— Work to complete —
Copy every line in the records below that contains the word "bridge".

Stored data entries:
+---+
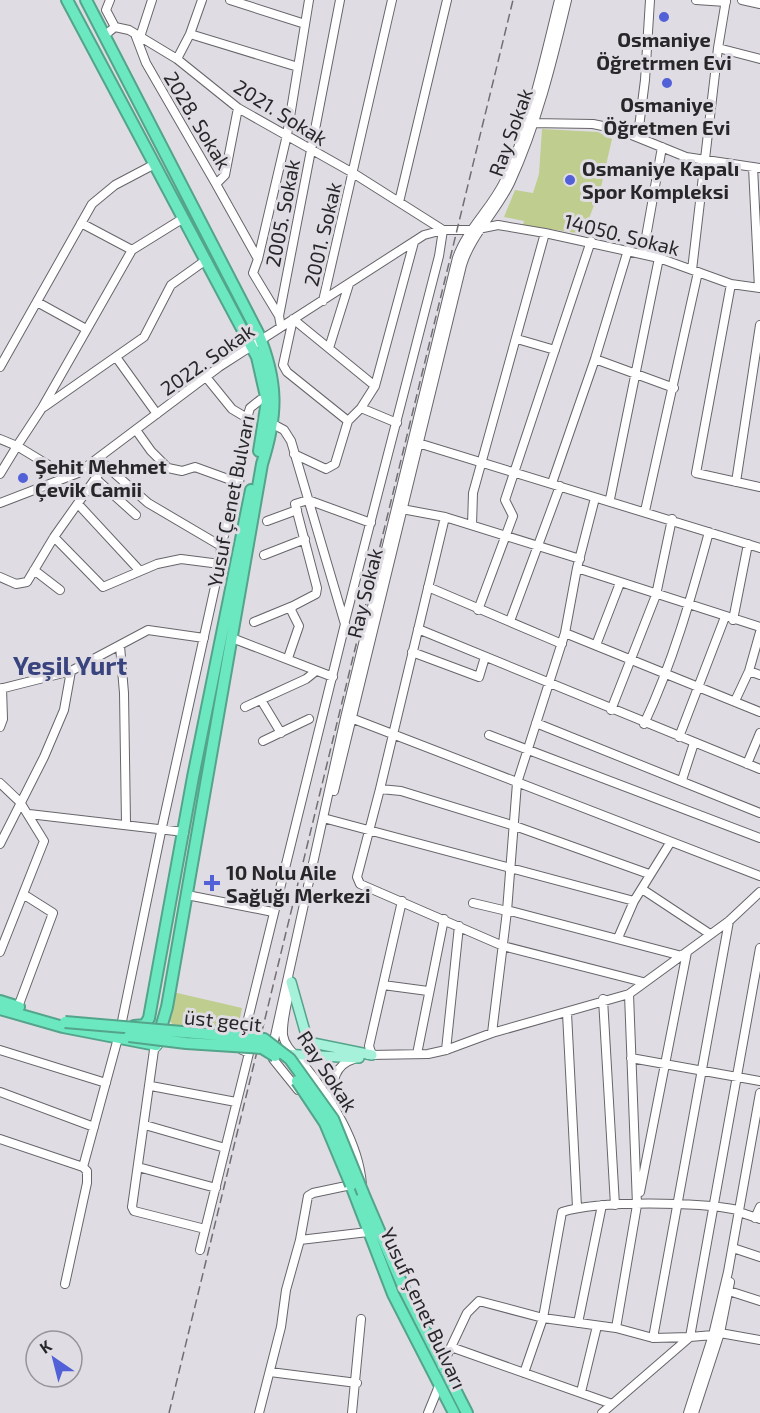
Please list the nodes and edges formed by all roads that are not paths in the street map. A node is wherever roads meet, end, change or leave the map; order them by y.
1 (67, 0) edge
2 (86, 0) edge
3 (110, 0) edge
4 (152, 0) edge
5 (202, 0) edge
6 (230, 0) edge
7 (309, 0) edge
8 (340, 0) edge
9 (392, 0) edge
10 (447, 0) edge
11 (559, 0) edge
12 (567, 0) edge
13 (650, 0) edge
14 (696, 0) edge
15 (742, 0) edge
16 (726, 1) edge
17 (760, 4) edge
18 (305, 24) junction
19 (115, 27) junction
20 (190, 34) junction
21 (105, 35) junction
22 (137, 35) junction
23 (718, 48) junction
24 (177, 59) junction
25 (760, 59) edge
26 (298, 67) junction
27 (238, 108) junction
28 (531, 123) junction
29 (287, 135) junction
30 (638, 135) junction
31 (662, 147) junction
32 (310, 150) junction
33 (704, 162) junction
34 (153, 165) junction
35 (757, 168) edge
36 (353, 173) junction
37 (216, 184) junction
38 (399, 202) junction
39 (182, 219) junction
40 (81, 223) junction
41 (477, 229) junction
42 (443, 230) junction
43 (545, 233) junction
44 (591, 241) junction
45 (414, 242) junction
46 (132, 250) junction
47 (628, 250) junction
48 (644, 254) junction
49 (660, 258) junction
50 (258, 259) junction
51 (206, 260) junction
52 (695, 271) junction
53 (349, 284) junction
54 (730, 284) junction
55 (760, 288) edge
56 (323, 301) junction
57 (37, 302) junction
58 (279, 316) junction
59 (293, 319) junction
60 (760, 325) edge
61 (280, 327) junction
62 (86, 329) junction
63 (517, 339) junction
64 (257, 344) junction
65 (329, 348) junction
66 (555, 350) junction
67 (116, 357) junction
68 (595, 358) junction
69 (757, 360) edge
70 (0, 367) edge
71 (636, 373) junction
72 (206, 377) junction
73 (375, 387) junction
74 (674, 388) junction
75 (260, 400) dead end
76 (42, 408) junction
77 (361, 408) junction
78 (157, 414) junction
79 (247, 418) junction
80 (348, 421) junction
81 (270, 422) junction
82 (397, 423) junction
83 (136, 430) junction
84 (0, 439) edge
85 (418, 443) junction
86 (17, 446) junction
87 (294, 454) junction
88 (94, 461) junction
89 (484, 463) junction
90 (105, 465) junction
91 (514, 473) junction
92 (0, 474) edge
93 (69, 477) junction
94 (96, 479) junction
95 (736, 482) junction
96 (239, 483) junction
97 (556, 485) junction
98 (760, 487) edge
99 (595, 498) junction
100 (308, 500) junction
101 (610, 500) junction
102 (0, 503) edge
103 (78, 504) junction
104 (402, 508) junction
105 (297, 510) junction
106 (645, 511) junction
107 (136, 515) dead end
108 (445, 517) junction
109 (672, 519) junction
110 (267, 521) dead end
111 (371, 523) junction
112 (472, 525) junction
113 (709, 532) junction
114 (54, 537) junction
115 (505, 537) junction
116 (305, 539) junction
117 (748, 544) junction
118 (221, 546) junction
119 (538, 546) junction
120 (760, 548) edge
121 (264, 555) dead end
122 (580, 559) junction
123 (220, 564) junction
124 (577, 568) junction
125 (34, 570) junction
126 (140, 571) junction
127 (0, 577) edge
128 (620, 583) junction
129 (428, 587) junction
130 (60, 590) dead end
131 (656, 595) junction
132 (690, 605) junction
133 (292, 606) junction
134 (478, 609) junction
135 (729, 618) junction
136 (510, 621) junction
137 (254, 622) dead end
138 (345, 624) junction
139 (418, 629) junction
140 (760, 630) edge
141 (565, 633) junction
142 (204, 638) junction
143 (232, 638) junction
144 (562, 644) junction
145 (596, 645) junction
146 (120, 646) junction
147 (412, 652) junction
148 (485, 657) junction
149 (288, 658) junction
150 (630, 659) junction
151 (71, 671) junction
152 (316, 671) junction
153 (749, 671) junction
154 (666, 675) junction
155 (760, 675) edge
156 (333, 677) junction
157 (548, 684) junction
158 (700, 687) junction
159 (1, 688) edge
160 (261, 700) junction
161 (735, 701) junction
162 (245, 707) dead end
163 (610, 710) junction
164 (760, 712) edge
165 (351, 718) junction
166 (309, 719) dead end
167 (536, 723) junction
168 (644, 724) junction
169 (0, 727) edge
170 (280, 733) junction
171 (760, 733) edge
172 (489, 735) dead end
173 (394, 736) junction
174 (679, 737) junction
175 (263, 741) dead end
176 (694, 743) junction
177 (526, 749) junction
178 (747, 764) junction
179 (760, 769) edge
180 (682, 780) junction
181 (0, 783) edge
182 (517, 783) junction
183 (380, 789) junction
184 (20, 802) junction
185 (760, 813) edge
186 (29, 814) junction
187 (327, 819) junction
188 (126, 823) junction
189 (515, 826) junction
190 (162, 827) junction
191 (369, 830) junction
192 (184, 832) junction
193 (760, 838) edge
194 (670, 843) junction
195 (0, 844) edge
196 (511, 869) junction
197 (650, 874) junction
198 (760, 876) edge
199 (642, 889) junction
200 (760, 892) edge
201 (23, 894) junction
202 (187, 895) junction
203 (402, 901) junction
204 (634, 901) junction
205 (473, 903) dead end
206 (507, 910) junction
207 (273, 912) junction
208 (444, 919) junction
209 (729, 921) junction
210 (459, 926) junction
211 (710, 934) junction
212 (618, 938) junction
213 (503, 946) junction
214 (760, 948) edge
215 (0, 952) edge
216 (685, 954) junction
217 (291, 982) junction
218 (643, 982) junction
219 (383, 986) junction
220 (428, 991) junction
221 (629, 994) junction
222 (603, 999) junction
223 (0, 1001) edge
224 (18, 1007) junction
225 (0, 1009) edge
226 (567, 1013) junction
227 (247, 1023) dead end
228 (64, 1024) junction
229 (121, 1026) junction
230 (492, 1033) junction
231 (118, 1038) junction
232 (156, 1045) junction
233 (0, 1050) edge
234 (446, 1050) junction
235 (273, 1053) junction
236 (372, 1054) junction
237 (417, 1054) junction
238 (294, 1055) junction
239 (359, 1058) junction
240 (631, 1058) junction
241 (664, 1064) junction
242 (702, 1072) junction
243 (738, 1075) junction
244 (760, 1081) edge
245 (106, 1083) junction
246 (151, 1086) junction
247 (0, 1092) edge
248 (760, 1092) edge
249 (236, 1102) junction
250 (332, 1107) junction
251 (760, 1115) edge
252 (145, 1125) junction
253 (94, 1127) junction
254 (0, 1139) edge
255 (225, 1148) junction
256 (83, 1167) junction
257 (138, 1167) junction
258 (351, 1185) junction
259 (216, 1188) junction
260 (363, 1193) junction
261 (602, 1205) junction
262 (615, 1205) junction
263 (637, 1205) junction
264 (678, 1206) junction
265 (715, 1206) junction
266 (577, 1207) junction
267 (760, 1208) edge
268 (740, 1212) junction
269 (758, 1219) edge
270 (205, 1229) junction
271 (368, 1232) junction
272 (300, 1240) junction
273 (736, 1249) junction
274 (200, 1250) dead end
275 (760, 1257) edge
276 (65, 1284) dead end
277 (729, 1291) junction
278 (760, 1301) edge
279 (543, 1318) junction
280 (361, 1319) dead end
281 (578, 1323) junction
282 (597, 1326) junction
283 (616, 1328) junction
284 (716, 1334) junction
285 (690, 1337) junction
286 (653, 1338) junction
287 (760, 1340) edge
288 (451, 1347) junction
289 (442, 1366) junction
290 (270, 1372) junction
291 (524, 1373) junction
292 (357, 1383) junction
293 (440, 1386) junction
294 (581, 1392) junction
295 (612, 1404) junction
296 (259, 1413) edge
297 (352, 1413) edge
298 (428, 1413) edge
299 (454, 1413) edge
300 (467, 1413) edge
301 (602, 1413) edge
302 (688, 1413) edge
303 (694, 1413) edge

1 - 34 highway, Yusuf Çenet Bulvarı
2 - 21 highway, Yusuf Çenet Bulvarı
3 - 19 street
4 - 22 street
5 - 20 street
6 - 18 street
7 - 18 street
8 - 32 street, 2005. Sokak
9 - 36 street, 2001. Sokak
10 - 38 street
11 - 28 street
12 - 28 street, Ray Sokak
13 - 30 street
14 - 16 street
15 - 17 street
16 - 23 street
18 - 26 street
19 - 21 street
19 - 22 street, 2021. Sokak
20 - 24 street
20 - 26 street
21 - 64 highway, Yusuf Çenet Bulvarı
22 - 24 street, 2021. Sokak
22 - 37 street, 2028. Sokak
23 - 25 street
23 - 33 street
24 - 27 street, 2021. Sokak
26 - 29 street
27 - 29 street, 2021. Sokak
27 - 37 street, 2028. Sokak
28 - 30 street
28 - 41 street
29 - 32 street, 2021. Sokak
29 - 50 street
30 - 31 street
31 - 33 street
31 - 48 street
32 - 36 street, 2021. Sokak
32 - 58 street, 2005. Sokak
33 - 35 street
33 - 52 street
34 - 39 highway, Yusuf Çenet Bulvarı
34 - 40 street
35 - 55 street
36 - 38 street, 2021. Sokak
36 - 56 street, 2001. Sokak
37 - 50 street
38 - 42 street, 2021. Sokak
39 - 46 street
39 - 51 highway, Yusuf Çenet Bulvarı
40 - 46 street
40 - 57 street
41 - 42 street, 14050. Sokak
41 - 43 street, 14050. Sokak
41 - 85 street, Ray Sokak
41 - 235 street
42 - 45 street, 2022. Sokak
42 - 82 street
43 - 44 street, 14050. Sokak
43 - 63 street
44 - 47 street, 14050. Sokak
44 - 66 street
45 - 53 street, 2022. Sokak
45 - 73 street
46 - 62 street
47 - 48 street, 14050. Sokak
47 - 68 street
48 - 49 street, 14050. Sokak
49 - 52 street, 14050. Sokak
49 - 71 street
50 - 58 street
51 - 64 highway, Yusuf Çenet Bulvarı
51 - 67 street
52 - 54 street, 14050. Sokak
52 - 74 street
53 - 56 street, 2022. Sokak
53 - 65 street
54 - 55 street, 14050. Sokak
54 - 95 street
56 - 59 street, 2022. Sokak
57 - 62 street
57 - 70 street
58 - 61 street, 2005. Sokak
59 - 61 street, 2022. Sokak
59 - 65 street
59 - 80 street
60 - 69 street
61 - 64 street, 2022. Sokak
62 - 76 street
63 - 66 street
63 - 89 street
64 - 72 street, 2022. Sokak
64 - 81 highway, Yusuf Çenet Bulvarı
65 - 73 street
66 - 91 street
67 - 76 street
67 - 78 street
68 - 71 street
68 - 97 street
69 - 95 street
71 - 74 street
71 - 101 street
72 - 78 street, 2022. Sokak
72 - 79 street
73 - 77 street
74 - 106 street
75 - 79 street
76 - 86 street
77 - 80 street
77 - 82 street
78 - 83 street, 2022. Sokak
79 - 96 street
80 - 87 street
81 - 87 street
81 - 143 highway, Yusuf Çenet Bulvarı
81 - 192 highway, Yusuf Çenet Bulvarı
82 - 111 street
83 - 88 street, 2022. Sokak
83 - 96 street
84 - 86 street
85 - 89 street
85 - 104 street, Ray Sokak
86 - 92 street
86 - 93 street
87 - 100 street
88 - 90 street
88 - 93 street, 2022. Sokak
89 - 91 street
89 - 112 street
90 - 94 street
90 - 118 street
91 - 97 street
91 - 115 street
93 - 102 street, 2022. Sokak
94 - 103 street
94 - 107 street
95 - 98 street
96 - 118 street
97 - 99 street
97 - 119 street
99 - 101 street
99 - 122 street
100 - 105 street
100 - 111 street
100 - 138 street
101 - 106 street
103 - 114 street
103 - 126 street
104 - 108 street
104 - 165 street, Ray Sokak
105 - 110 street
105 - 116 street
106 - 109 street
108 - 112 street
108 - 129 street
109 - 113 street
109 - 131 street
111 - 138 street
112 - 115 street
113 - 117 street
113 - 132 street
114 - 125 street
114 - 126 street
115 - 119 street
115 - 134 street
116 - 121 street
116 - 133 street
117 - 120 street
117 - 135 street
118 - 123 street
119 - 122 street
119 - 136 street
122 - 124 street
123 - 126 street
123 - 142 street
124 - 128 street
124 - 141 street
125 - 127 street
125 - 130 street
128 - 131 street
128 - 145 street
129 - 134 street
129 - 139 street
131 - 132 street
131 - 150 street
132 - 135 street
132 - 154 street
133 - 137 street
133 - 149 street
134 - 136 street
135 - 140 street
135 - 158 street
136 - 144 street
138 - 156 street
139 - 147 street
139 - 148 street
140 - 153 street
141 - 144 street
141 - 145 street
142 - 146 street
142 - 190 street
143 - 149 street
143 - 202 highway, Yusuf Çenet Bulvarı
144 - 157 street
145 - 150 street
146 - 151 street
146 - 188 street
147 - 148 street
147 - 173 street
148 - 157 street
149 - 152 street
150 - 154 street
150 - 163 street
151 - 159 street
151 - 184 street
152 - 156 street
152 - 160 street
153 - 155 street
153 - 161 street
154 - 158 street
154 - 168 street
156 - 207 street
157 - 163 street
157 - 167 street
158 - 161 street
158 - 174 street
159 - 169 street
160 - 162 street
160 - 170 street
161 - 164 street
163 - 168 street
165 - 173 street
165 - 187 street, Ray Sokak
166 - 170 street
167 - 177 street
167 - 180 street
168 - 174 street
170 - 175 street
171 - 178 street
172 - 177 street
173 - 182 street
173 - 183 street
174 - 176 street
176 - 178 street
176 - 180 street
177 - 182 street
177 - 193 street
178 - 179 street
180 - 185 street
181 - 184 street
182 - 189 street
182 - 194 street
183 - 189 street
183 - 191 street
184 - 186 street
184 - 195 street
186 - 188 street
186 - 201 street
187 - 191 street
187 - 217 street, Ray Sokak
188 - 190 street
189 - 196 street
189 - 197 street
190 - 192 street
190 - 229 street
191 - 196 street
191 - 203 street
192 - 229 highway, Yusuf Çenet Bulvarı
194 - 197 street
194 - 198 street
196 - 204 street
196 - 206 street
197 - 199 street
199 - 204 street
199 - 211 street
200 - 209 street
201 - 215 street
201 - 224 street
202 - 207 street
202 - 232 highway, Yusuf Çenet Bulvarı
203 - 208 street
203 - 219 street
204 - 212 street
205 - 206 street
206 - 212 street
206 - 213 street
207 - 227 street
208 - 210 street
208 - 220 street
209 - 211 street
209 - 242 street
210 - 213 street
210 - 234 street
211 - 216 street
212 - 216 street
213 - 218 street
213 - 230 street
214 - 243 street
216 - 218 street
216 - 241 street
217 - 236 main road
217 - 238 street, Ray Sokak
218 - 221 street
219 - 220 street
219 - 236 street
220 - 237 street
221 - 222 street
221 - 240 street
222 - 226 street
222 - 262 street
223 - 224 highway
224 - 228 highway
225 - 228 highway
226 - 230 street
226 - 266 street
228 - 229 highway
228 - 231 highway
228 - 258 highway, Yusuf Çenet Bulvarı, bridge
228 - 260 highway, üst geçit, bridge
230 - 234 street
231 - 232 highway
231 - 245 street
232 - 246 street
232 - 249 street
233 - 245 street
234 - 237 street
235 - 238 main road
235 - 258 street
236 - 237 street
236 - 239 street
238 - 239 main road
238 - 250 street, Ray Sokak
239 - 250 street
240 - 241 street
240 - 263 street
241 - 242 street
241 - 263 street
242 - 243 street
242 - 264 street
243 - 244 street
243 - 265 street
245 - 253 street
246 - 249 street
246 - 252 street
247 - 253 street
248 - 268 street
249 - 255 street
250 - 260 street, Ray Sokak
251 - 268 street
252 - 255 street
252 - 257 street
253 - 256 street
254 - 256 street
255 - 259 street
256 - 276 street
257 - 259 street
257 - 270 street
258 - 271 highway, Yusuf Çenet Bulvarı
258 - 272 street
259 - 270 street
260 - 289 highway, Yusuf Çenet Bulvarı
261 - 262 street
261 - 266 street
261 - 281 street
262 - 263 street
263 - 264 street
263 - 283 street
264 - 265 street
264 - 286 street
265 - 268 street
265 - 285 street
266 - 279 street
267 - 269 street
268 - 269 street
268 - 273 street
268 - 284 street
270 - 274 street
271 - 272 street
271 - 293 highway, Yusuf Çenet Bulvarı
272 - 290 street
273 - 275 street
273 - 277 street
277 - 278 street
277 - 284 street
279 - 281 street
279 - 288 street
279 - 291 street
280 - 292 street
281 - 282 street
282 - 283 street
282 - 294 street
283 - 286 street
284 - 285 street
284 - 287 street
284 - 302 street
284 - 303 street
285 - 286 street
285 - 295 street
288 - 289 street
288 - 291 street
289 - 300 highway, Yusuf Çenet Bulvarı
290 - 292 street
290 - 296 street
291 - 294 street
292 - 297 street
293 - 298 street
293 - 299 highway, Yusuf Çenet Bulvarı
294 - 295 street
295 - 301 street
+---+
— Response for this exercise —
228 - 258 highway, Yusuf Çenet Bulvarı, bridge
228 - 260 highway, üst geçit, bridge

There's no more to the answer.